Terkatung-katung di Seberang Istana Merdeka

Guru honorer yang bermalam di seberang Istana Merdeka, Jakarta, 30 Oktober 2018.

Koran Sulindo – Banyak manusia yang mendapat pelajaran atau ilmu dengan cepat di bawah bimbinga guru yang berpengalaman. Pada gilirannya, tak bisa dinafikan, banyak yang meraih sukses di berbagai bidang karena adanya guru yang secara fisik memberikan pelajaran yang berharga dfi depan kelas. Kemajuan suatu bangsa juga tak bisa dilepaskan dari peran guru.

Namun, di Indonesia yang telah menghirup kemerdekaan lebih dari 70 tahun, jumlah guru yang mengajar di sekolah ternyata masih sangat kurang. Data Kementerian Pendidikan dan Kebudayaan pada tahun  2018 ini, sebagaimana dikutip Ketua Ikatan Guru Indonesia (IGI) Muhammad Ramli Rahim, memperlihatkan ada kekurangan 707.324 guru untuk berbagai sekolah di negeri ini.

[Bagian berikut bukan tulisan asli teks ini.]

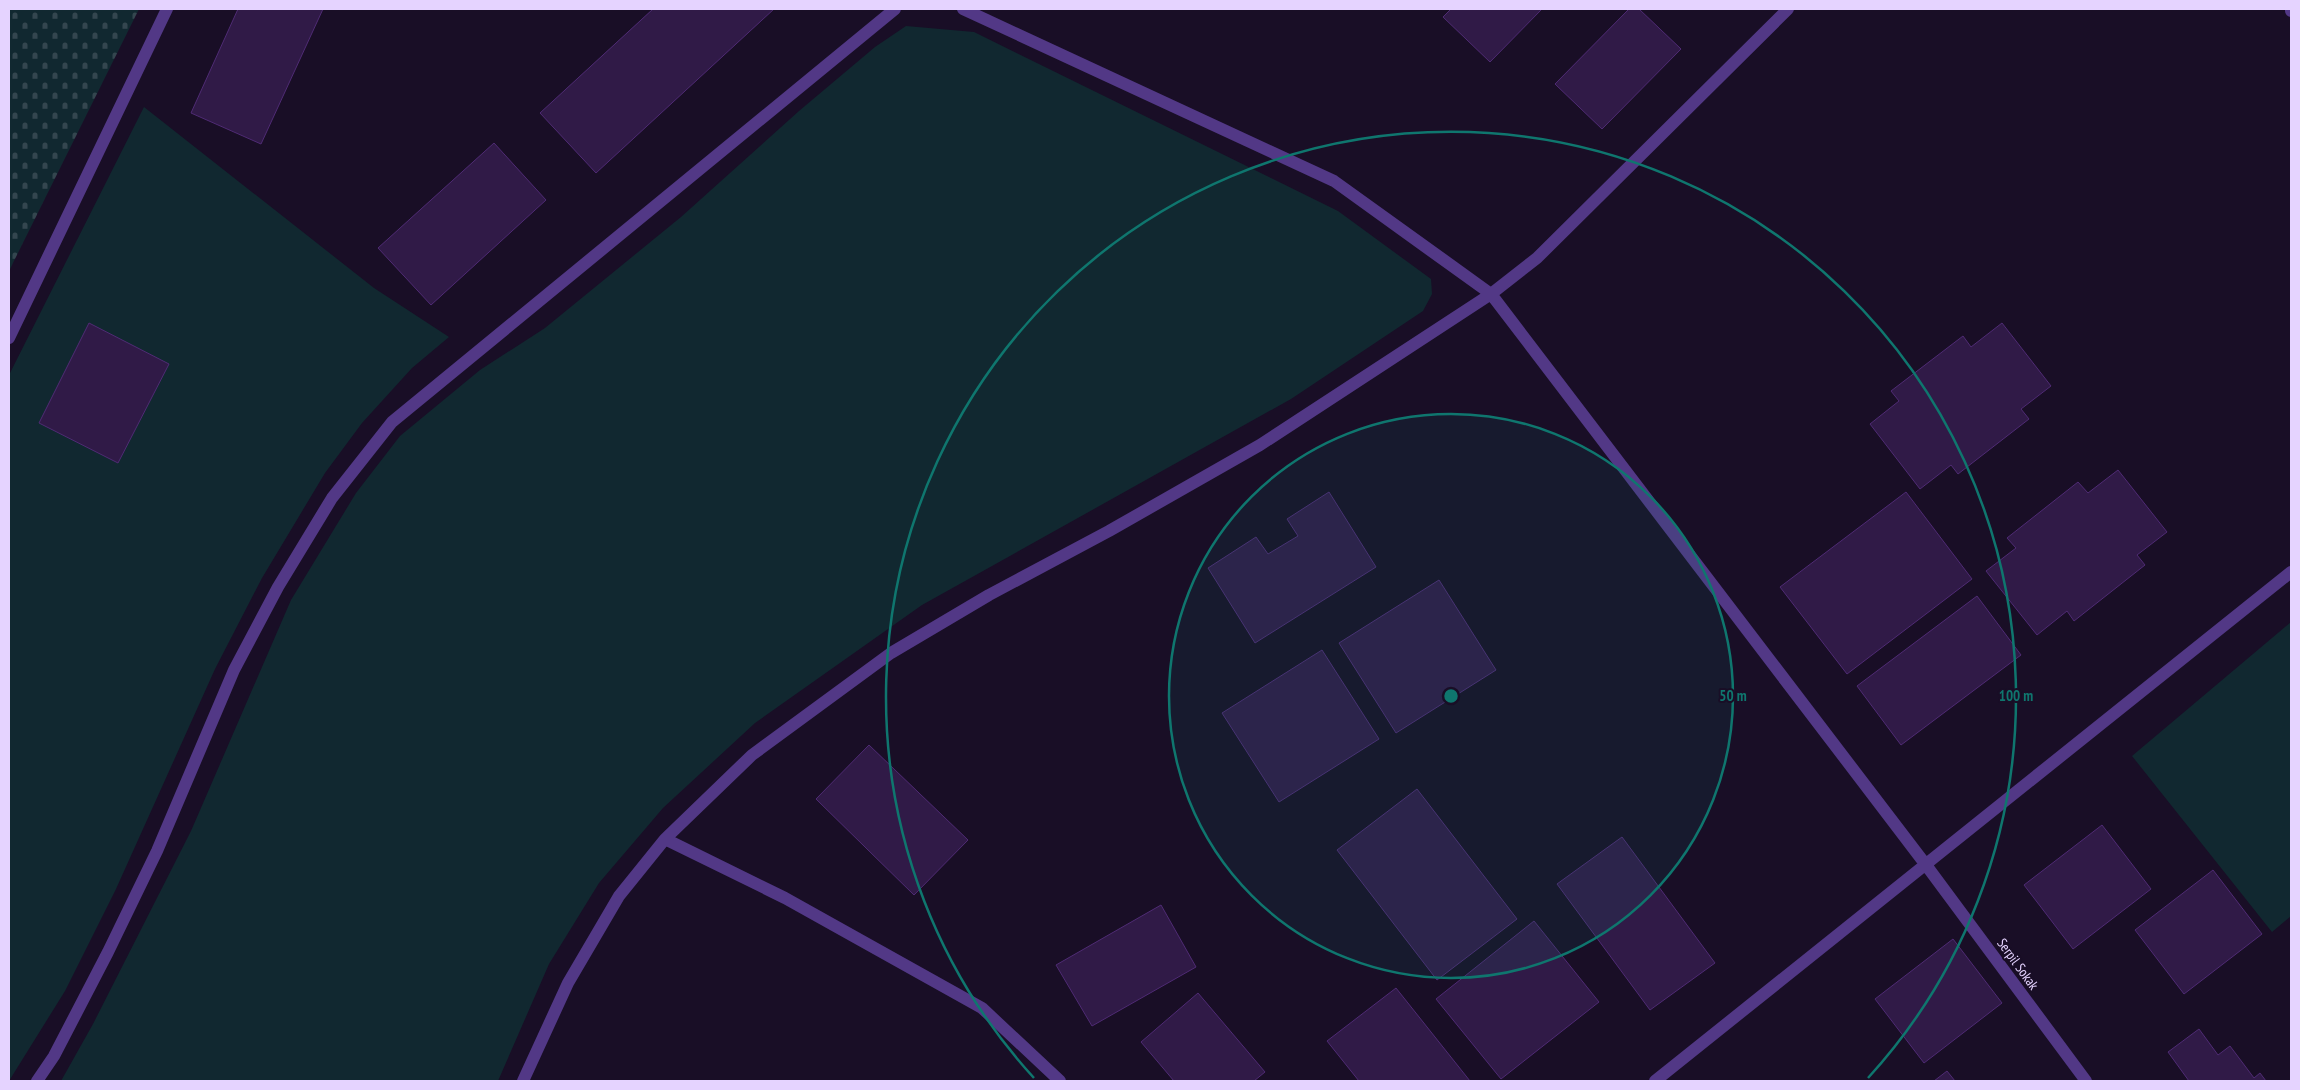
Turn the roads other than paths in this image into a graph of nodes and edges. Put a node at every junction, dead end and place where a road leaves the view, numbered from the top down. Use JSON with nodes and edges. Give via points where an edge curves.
{"nodes":[{"id":1,"x":167,"y":9,"type":"edge"},
{"id":2,"x":895,"y":9,"type":"edge"},
{"id":3,"x":963,"y":9,"type":"edge"},
{"id":4,"x":1788,"y":9,"type":"edge"},
{"id":5,"x":1491,"y":294,"type":"junction"},
{"id":6,"x":9,"y":338,"type":"edge"},
{"id":7,"x":2291,"y":572,"type":"edge"},
{"id":8,"x":665,"y":839,"type":"junction"},
{"id":9,"x":1926,"y":865,"type":"junction"},
{"id":10,"x":38,"y":1081,"type":"edge"},
{"id":11,"x":523,"y":1081,"type":"edge"},
{"id":12,"x":1060,"y":1081,"type":"edge"},
{"id":13,"x":1655,"y":1081,"type":"edge"},
{"id":14,"x":2086,"y":1081,"type":"edge"}],
"edges":[{"from":1,"to":6,"type":"street"},
{"from":2,"to":10,"type":"street","via":[[392,422],[332,498],[278,587],[234,670],[153,860],[99,970]]},
{"from":3,"to":5,"type":"street","name":"Serpil Sokak","via":[[1334,181]]},
{"from":4,"to":5,"type":"street","via":[[1537,258]]},
{"from":5,"to":8,"type":"street","via":[[1260,445],[1109,531],[989,594],[891,653],[752,755]]},
{"from":5,"to":9,"type":"street","name":"Serpil Sokak"},
{"from":7,"to":9,"type":"street"},
{"from":8,"to":11,"type":"street","via":[[619,896],[568,983]]},
{"from":8,"to":12,"type":"street","via":[[785,898],[982,1008]]},
{"from":9,"to":13,"type":"street"},
{"from":9,"to":14,"type":"street","name":"Serpil Sokak"}]}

Sementara itu, menurut Ramli, jumlah guru pensiun 2018 dan 2019 jauh lebih banyak daripada formasi calon pegawai negeri sipil (CPNS). Ini menandakan perekrutan guru pada tahun 2018 hanya untuk menutupi kekosongan guru 2018 dan Indonesia sudah dipastikan pada tahun 2019 akan sangat kekurangan guru.

Dengan kondisi ini, Ramli menilai, pendidikan saat ini tidak menjadi prioritas utama pemerintah. “Perekrutan guru yang akan dilakukan ini bukan untuk menutupi kekurangan guru tetapi mengganti posisi guru yang pensiun tahun ini dan tahun depan,” ujar Ramli, 17 September 2018.

Pada tahun ini saja, lanjutnya, ada 51.000 guru yang pensiun. Akan halnya tahun 2019 ada 60.000-an pensiun. Adapun kuota guru yang diangkat tahun 2018 ini hanya pada kisaran 82.000.

Ambil contoh di Kabupaten Pandeglang, Banten. Setiap tahun, jumlah guru di kabupaten ini  berkurang 200 hingga 300 orang, karena mereka memasuki batas usia pensiun (BUP). Di sisi lain, berkurangnya jumlah guru tersebut tidak diimbangi dengan jumlah penerimaan CPNS guru.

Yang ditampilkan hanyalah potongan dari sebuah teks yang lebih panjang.